Writing in the Daily Beast, Nick Gillespie looks at the terrifying prospect of a 2016 presidential contest between yet another Bush and yet another Clinton:
For partisan and media elites, ‘the past is never dead. It’s not even past,’ which means with these two candidates likely to lead the race in 2016, the future doesn’t look so different.
As if we need it, here’s extra proof that contemporary politics is more thoroughly exhausted than adult actress Lisa Sparkxxx must have been at the end of her record-setting roll in the hay at the 2004 “Eroticon” in Warsaw, Poland.
The Washington Post reports, “Many of the Republican Party’s most powerful insiders and financiers have begun a behind-the-scenes campaign to draft former Florida governor Jeb Bush into the 2016 presidential race, courting him and his intimates and starting talks on fundraising strategy.” For once, I found myself agreeing with Jesse Jackson. Can’t we just “stay out the Bushes” this one time at least?

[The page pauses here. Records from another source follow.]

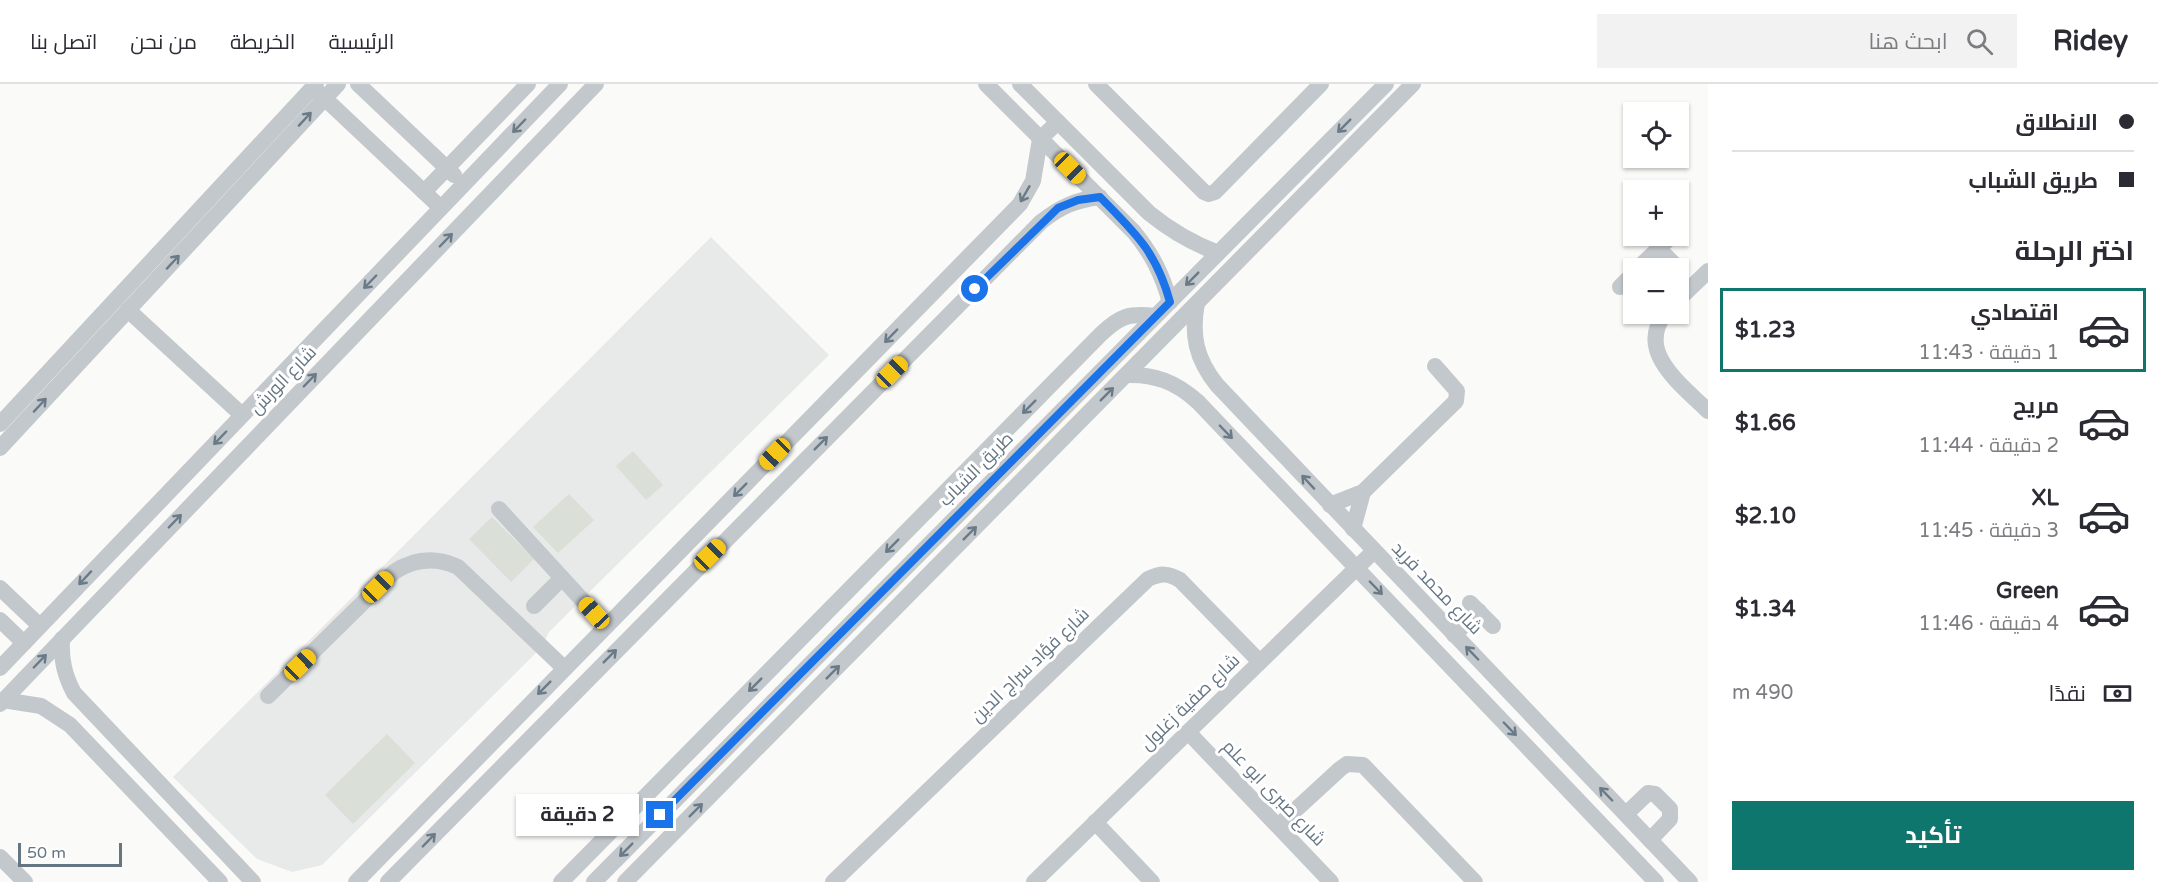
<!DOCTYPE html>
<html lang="ar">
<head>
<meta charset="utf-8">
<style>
	:root { --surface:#fff; --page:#f2f2f3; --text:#2b2b33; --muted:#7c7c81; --line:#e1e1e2; --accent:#0f766e }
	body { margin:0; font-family:"Varela Round",Cairo,sans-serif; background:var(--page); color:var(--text); direction:rtl; height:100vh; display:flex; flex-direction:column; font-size:22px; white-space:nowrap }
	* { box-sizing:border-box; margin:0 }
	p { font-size:20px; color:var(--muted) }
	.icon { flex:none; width:33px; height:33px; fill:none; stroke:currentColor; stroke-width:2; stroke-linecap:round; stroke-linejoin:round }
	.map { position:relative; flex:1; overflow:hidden; direction:ltr }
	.side { display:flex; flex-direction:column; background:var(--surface); width:450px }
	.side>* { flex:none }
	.hud { display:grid; align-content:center; height:132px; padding:0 24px; background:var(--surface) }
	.controls { position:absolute; left:1623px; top:18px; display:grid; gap:12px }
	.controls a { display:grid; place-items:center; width:66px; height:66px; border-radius:0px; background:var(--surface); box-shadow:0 2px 4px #0004; font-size:30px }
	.scale { position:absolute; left:18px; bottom:15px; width:104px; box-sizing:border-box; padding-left:6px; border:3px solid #657683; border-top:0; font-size:16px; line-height:21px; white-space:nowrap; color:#657683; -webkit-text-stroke:4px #fff; paint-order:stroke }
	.end { position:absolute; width:27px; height:27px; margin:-14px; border:8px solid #1a73e8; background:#fff; box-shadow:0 0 0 3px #fff }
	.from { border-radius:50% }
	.bubble { position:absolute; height:42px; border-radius:0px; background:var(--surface); box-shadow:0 2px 4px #0004; font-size:20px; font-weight:700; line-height:42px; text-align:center; direction:rtl }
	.car { position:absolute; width:18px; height:36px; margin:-18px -9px; border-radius:8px; box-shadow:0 0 4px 2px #0007; background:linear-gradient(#f5c518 24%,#345 0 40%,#f5c518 0 76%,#345 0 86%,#f5c518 0) }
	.hud b { display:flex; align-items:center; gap:21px; height:57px; font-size:22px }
	.hud b+b { border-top:2px solid var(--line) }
	.hud i { width:15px; height:15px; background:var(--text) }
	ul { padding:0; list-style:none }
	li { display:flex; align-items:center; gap:18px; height:84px; margin:0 12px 9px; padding:0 12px; border:3px solid transparent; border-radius:0px }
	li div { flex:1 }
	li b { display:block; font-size:22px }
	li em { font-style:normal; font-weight:700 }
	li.on { border-color:var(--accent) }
	li>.icon { width:54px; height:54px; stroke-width:1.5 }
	h2 { padding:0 24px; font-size:27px; line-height:72px }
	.pay { display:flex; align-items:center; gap:15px; height:66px; padding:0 24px; font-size:22px }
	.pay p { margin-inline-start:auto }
	.button { display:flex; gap:12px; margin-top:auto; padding:12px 24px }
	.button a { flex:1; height:69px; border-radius:0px; background:var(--accent); color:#fff; font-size:24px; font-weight:700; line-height:69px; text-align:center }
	header { display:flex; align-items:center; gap:36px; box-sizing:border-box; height:84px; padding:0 30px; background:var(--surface); border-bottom:2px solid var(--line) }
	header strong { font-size:28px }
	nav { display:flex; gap:33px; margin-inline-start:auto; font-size:21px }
	.search { width:420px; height:54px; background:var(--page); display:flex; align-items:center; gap:15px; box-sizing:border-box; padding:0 21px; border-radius:0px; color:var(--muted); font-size:22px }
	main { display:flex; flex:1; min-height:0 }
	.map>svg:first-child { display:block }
</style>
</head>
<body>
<header>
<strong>Ridey</strong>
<div class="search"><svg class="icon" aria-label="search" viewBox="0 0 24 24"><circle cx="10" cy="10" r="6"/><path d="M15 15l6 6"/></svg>ابحث هنا</div>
<nav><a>الرئيسية</a><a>الخريطة</a><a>من نحن</a><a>اتصل بنا</a></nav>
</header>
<main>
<section class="side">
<div class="hud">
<b><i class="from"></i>الانطلاق</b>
<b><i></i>طريق الشباب</b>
</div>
<h2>اختر الرحلة</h2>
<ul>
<li class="on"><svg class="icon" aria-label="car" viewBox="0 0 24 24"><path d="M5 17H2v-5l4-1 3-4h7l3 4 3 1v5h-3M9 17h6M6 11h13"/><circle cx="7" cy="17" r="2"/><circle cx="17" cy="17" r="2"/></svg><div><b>اقتصادي</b><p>1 دقيقة · 11:43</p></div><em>$1.23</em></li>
<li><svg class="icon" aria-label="car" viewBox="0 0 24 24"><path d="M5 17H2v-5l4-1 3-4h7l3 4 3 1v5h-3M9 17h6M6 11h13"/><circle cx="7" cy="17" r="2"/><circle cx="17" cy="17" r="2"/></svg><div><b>مريح</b><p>2 دقيقة · 11:44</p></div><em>$1.66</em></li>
<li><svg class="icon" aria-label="car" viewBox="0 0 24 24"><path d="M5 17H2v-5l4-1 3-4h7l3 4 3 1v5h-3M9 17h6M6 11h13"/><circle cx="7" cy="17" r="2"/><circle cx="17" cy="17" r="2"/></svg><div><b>XL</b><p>3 دقيقة · 11:45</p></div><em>$2.10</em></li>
<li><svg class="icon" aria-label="car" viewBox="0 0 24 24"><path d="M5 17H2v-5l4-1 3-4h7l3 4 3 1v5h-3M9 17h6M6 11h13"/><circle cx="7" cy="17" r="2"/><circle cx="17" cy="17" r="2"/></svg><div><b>Green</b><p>4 دقيقة · 11:46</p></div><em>$1.34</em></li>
</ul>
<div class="pay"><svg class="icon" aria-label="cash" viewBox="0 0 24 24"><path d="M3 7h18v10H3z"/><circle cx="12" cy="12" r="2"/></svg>نقدًا<p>490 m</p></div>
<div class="button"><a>تأكيد</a></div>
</section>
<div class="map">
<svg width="1708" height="798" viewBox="0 0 1708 798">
	<rect width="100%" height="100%" fill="#fafaf8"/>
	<!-- built -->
	<path fill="#e8e9e9" d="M711 153 829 271 549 548 542 563 322 781 292 788 257 775 173 693Z"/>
	<!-- grass -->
	<g fill="#dadfd7">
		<path d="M633 367 663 401 646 416 616 382Z"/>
		<path d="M569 410 594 436 558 469 533 443Z"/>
		<path d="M492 433 534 475 511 498 469 455Z"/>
		<path d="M387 650 415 679 353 740 325 711Z"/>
	</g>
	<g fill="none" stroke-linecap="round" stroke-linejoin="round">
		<!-- minor -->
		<g stroke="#c3c8cc" stroke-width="16">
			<path d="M358 0 454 91"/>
			<path d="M986 0 1134 148C1152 170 1162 190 1170 218"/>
			<path d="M1020 0 1149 129C1171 147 1192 159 1218 169"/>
			<path d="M1096 0 1204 108 1209 110 1215 108 1321 0"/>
			<path d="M318 8 441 124"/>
			<path d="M424 108 528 0"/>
			<path d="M1659 165 1678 184"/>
			<path d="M1638 184 1672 152"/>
			<path d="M1620 203 1634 189"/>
			<path d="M1678 216 1708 187"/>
			<path d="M1197 219C1191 251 1196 275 1217 301L1690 798"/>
			<path d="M128 226 242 331"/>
			<path d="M1665 230C1635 268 1683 302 1708 327"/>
			<path d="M1126 291C1155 290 1176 298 1198 318L1656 798"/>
			<path d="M0 340 316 0"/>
			<path d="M0 364 338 0"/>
			<path d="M1330 421 1363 408 1456 317 1457 307 1435 282"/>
			<path d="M499 425 606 542"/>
			<path d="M1353 445 1363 408"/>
			<path d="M0 504 40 542"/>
			<path d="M1470 519 1493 542"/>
			<path d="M534 522 562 494"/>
			<path d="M0 536 24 559"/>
			<path d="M1454 551 1479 527"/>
			<path d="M62 555C61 575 64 590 74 609L253 798"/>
			<path d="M0 584 560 0"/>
			<path d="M268 612 394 488C415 474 436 473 458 483L564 584"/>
			<path d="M3 616 41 622 70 641 220 798"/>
			<path d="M0 620 596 0"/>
			<path d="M1188 648 1331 798"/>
			<path d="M1626 730 1648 709 1655 710 1670 725V735L1650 756"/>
			<path d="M1095 738 1152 798"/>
			<path d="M1278 742 1340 685 1347 680 1363 681 1475 798"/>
			<path d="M0 773 25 798"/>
			<path d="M356 798 1020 120 1033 97 1040 55 1058 38"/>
			<path d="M388 798 1041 138C1060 123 1075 116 1100 113"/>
			<path d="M561 798 1101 250C1120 232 1129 229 1155 232"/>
			<path d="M594 798 1386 0"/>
			<path d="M625 798 1413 0"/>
			<path d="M833 798 1148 495C1161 489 1168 489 1180 496L1260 578"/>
			<path d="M1034 798 1374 467"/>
		</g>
	</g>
	<!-- one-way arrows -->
	<defs><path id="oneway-shaft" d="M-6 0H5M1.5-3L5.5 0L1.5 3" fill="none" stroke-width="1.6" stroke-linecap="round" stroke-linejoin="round" transform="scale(1.5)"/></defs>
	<g stroke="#6a7a87">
		<use href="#oneway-shaft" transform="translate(305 35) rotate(-47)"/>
		<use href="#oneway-shaft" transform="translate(519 42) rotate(134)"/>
		<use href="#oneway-shaft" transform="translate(1344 42) rotate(135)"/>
		<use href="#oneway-shaft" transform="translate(1025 110) rotate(120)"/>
		<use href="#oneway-shaft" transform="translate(446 156) rotate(-46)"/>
		<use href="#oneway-shaft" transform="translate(173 178) rotate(-47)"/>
		<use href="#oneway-shaft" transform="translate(1192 195) rotate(135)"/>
		<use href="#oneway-shaft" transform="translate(370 198) rotate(134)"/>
		<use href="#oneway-shaft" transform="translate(891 252) rotate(134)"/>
		<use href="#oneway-shaft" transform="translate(310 296) rotate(-46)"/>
		<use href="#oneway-shaft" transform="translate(1107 310) rotate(-45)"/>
		<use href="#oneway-shaft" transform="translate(40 321) rotate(-47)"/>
		<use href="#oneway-shaft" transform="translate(1029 323) rotate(135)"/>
		<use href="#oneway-shaft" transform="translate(1226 348) rotate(46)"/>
		<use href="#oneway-shaft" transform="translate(220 354) rotate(134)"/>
		<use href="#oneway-shaft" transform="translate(821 359) rotate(-45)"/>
		<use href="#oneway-shaft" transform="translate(1308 398) rotate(-133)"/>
		<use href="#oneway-shaft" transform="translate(740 406) rotate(135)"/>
		<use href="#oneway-shaft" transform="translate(175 437) rotate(-46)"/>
		<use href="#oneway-shaft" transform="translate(970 449) rotate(-45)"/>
		<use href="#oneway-shaft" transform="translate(892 462) rotate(135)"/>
		<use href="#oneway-shaft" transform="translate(85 494) rotate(133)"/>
		<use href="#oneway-shaft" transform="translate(1376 504) rotate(46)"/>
		<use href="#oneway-shaft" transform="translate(1472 569) rotate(-134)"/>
		<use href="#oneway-shaft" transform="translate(610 572) rotate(-45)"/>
		<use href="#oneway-shaft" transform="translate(40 577) rotate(-46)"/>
		<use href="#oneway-shaft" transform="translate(833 588) rotate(-45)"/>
		<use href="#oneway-shaft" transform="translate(755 601) rotate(135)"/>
		<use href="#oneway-shaft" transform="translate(544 604) rotate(135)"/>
		<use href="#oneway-shaft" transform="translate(1510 645) rotate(46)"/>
		<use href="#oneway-shaft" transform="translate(1606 710) rotate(-134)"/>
		<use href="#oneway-shaft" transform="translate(696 726) rotate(-45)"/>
		<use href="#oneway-shaft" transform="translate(429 756) rotate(-46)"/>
		<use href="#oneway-shaft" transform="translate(626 766) rotate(135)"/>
	</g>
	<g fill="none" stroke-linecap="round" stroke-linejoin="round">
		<!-- route -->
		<path stroke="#1a73e8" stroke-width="8" d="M660 731 1170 218C1156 167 1135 149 1100 113L1078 116 1058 124 975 205"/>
	</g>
	<g text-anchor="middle" stroke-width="6" stroke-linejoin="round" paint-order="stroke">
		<!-- street labels -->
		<g font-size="18" fill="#657683" stroke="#fff">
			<text transform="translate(283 296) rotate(-46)" y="6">شارع الورش</text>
			<text transform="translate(976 385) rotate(-45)" y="6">طريق الشباب</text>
			<text transform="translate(1437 504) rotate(46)" y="6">شارع محمد فريد</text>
			<text transform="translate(1030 581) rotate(-44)" y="6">شارع فؤاد سراج الدين</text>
			<text transform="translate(1190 618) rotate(-44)" y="6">شارع صفية زغلول</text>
			<text transform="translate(1274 709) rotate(46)" y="6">شارع صبرى ابو علم</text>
		</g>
	</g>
</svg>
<div class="controls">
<a><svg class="icon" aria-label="locate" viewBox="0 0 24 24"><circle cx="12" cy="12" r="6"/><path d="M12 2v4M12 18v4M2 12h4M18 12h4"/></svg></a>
<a>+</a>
<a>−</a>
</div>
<div class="scale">50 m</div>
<i class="end from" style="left:975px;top:205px"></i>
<i class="end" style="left:660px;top:731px"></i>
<div class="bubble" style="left:516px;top:710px;width:123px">2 دقيقة</div>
<i class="car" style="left:1070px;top:84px;rotate:135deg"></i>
<i class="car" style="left:892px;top:288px;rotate:45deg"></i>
<i class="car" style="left:775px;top:370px;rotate:224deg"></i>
<i class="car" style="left:710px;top:471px;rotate:45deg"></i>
<i class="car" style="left:378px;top:503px;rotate:45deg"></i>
<i class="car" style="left:594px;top:529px;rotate:317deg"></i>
<i class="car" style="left:300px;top:581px;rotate:46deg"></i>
</div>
</main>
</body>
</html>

On the other side of the aisle, it’s a given that Hillary Clinton is not only the presumptive Democratic nominee, but the only possible Democratic nominee anyone can name with a straight face (sorry, Joe Biden, but this just ain’t your century any more than the 20th was). “There was a Bush or a Clinton in the White House and cabinet for 32 years straight,” notes Maureen Dowd at The New York Times, whose headline writer adds, “Brace Yourself for Hillary and Jeb.” As it was, it shall always be. About the only cause for optimism is that there’s no Kennedy in the mix.
At least Lisa Sparkxxx participated voluntarily in her own screwing. For the large and growing plurality of Americans who identify as independent, there’s seemingly no way to opt out of the compulsive-repetitive disorder among legacy media types and partisan string-pullers. What is it that Faulkner said in Requiem for a Nun (1950)? “The past is never dead. It’s not even past.” Who knew that he was talking about politics in the goddamned 21st century, not Yoknapatawpha County after the Civil War?